Fig. 4. Tissue- and source-specific dataset evaluation confirms keloidal profibrotic Schwann cells.

a UMAP plots depict subsets of identified Schwann cell clusters. Data sources: Tracy Tabib et al., 2018 (TT)¹⁸; Xuanyu Liu et al., 2021 (XL)¹⁵, Cheng-Cheng Deng et al., 2021 (CCD)¹⁶, Martin Direder et al., 2021 (MD)¹⁷; b Dot plots of well-known marker genes to characterize Schwann cell subtypes.

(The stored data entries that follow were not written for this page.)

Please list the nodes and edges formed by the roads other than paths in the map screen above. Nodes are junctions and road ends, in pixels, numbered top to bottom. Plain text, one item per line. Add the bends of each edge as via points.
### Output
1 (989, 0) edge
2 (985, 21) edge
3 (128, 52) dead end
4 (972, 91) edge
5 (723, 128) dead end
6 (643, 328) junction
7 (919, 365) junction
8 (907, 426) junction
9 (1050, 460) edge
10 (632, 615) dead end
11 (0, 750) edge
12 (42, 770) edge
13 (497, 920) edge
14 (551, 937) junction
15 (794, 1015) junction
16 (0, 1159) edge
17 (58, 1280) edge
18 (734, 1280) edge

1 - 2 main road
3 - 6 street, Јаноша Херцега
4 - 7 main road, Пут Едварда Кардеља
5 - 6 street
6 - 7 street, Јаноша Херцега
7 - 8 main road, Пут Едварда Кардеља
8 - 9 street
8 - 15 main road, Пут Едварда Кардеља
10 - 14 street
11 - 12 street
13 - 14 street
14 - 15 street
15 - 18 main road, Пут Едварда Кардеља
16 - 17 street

MBP, MPZ, PLP1, and PMP22 for myelinating Schwann cells (SC-Myel); NCAM1, L1CAM, and SCN7A for nonmyelinating Schwann cells (SC-Nonmyel, SC-Nonmyel2); S100B and NGFR as general Schwann cell markers; NES, IGFBP5, CCN3 for keloidal Schwann cells (SC-Keloid); TOP2A and MKI67 for proliferating Schwann cells (SC-Prolif), DCN and LUM for cells expressing Schwann cell and fibroblast-specific genes (SC-FB), ICAM1 and SELE for cells expressing Schwann cell and endothelial cell-specific genes (SC-EC); mixed myelinating and nonmyelinating Schwann cell cluster (SC-Myel+Nonmyel); Color codes indicate average gene expression levels; Dot sizes visualize relative amounts of positive cells. c Feature blends reveal cells positive for S100B (green) and LUM (red) and double-positive cells (yellow). d Bar plots show the absolute cell count of distinct Schwann cell clusters in each included dataset. skin (s), normal scar (ns), keloid (k); data source: Tracy Tabib et al., 2018 (TT)¹⁸; Xuanyu Liu et al., 2021 (XL)¹⁵, Cheng-Cheng Deng et al., 2021 (CCD)¹⁶, Martin Direder et al., 2021 (MD)¹⁷.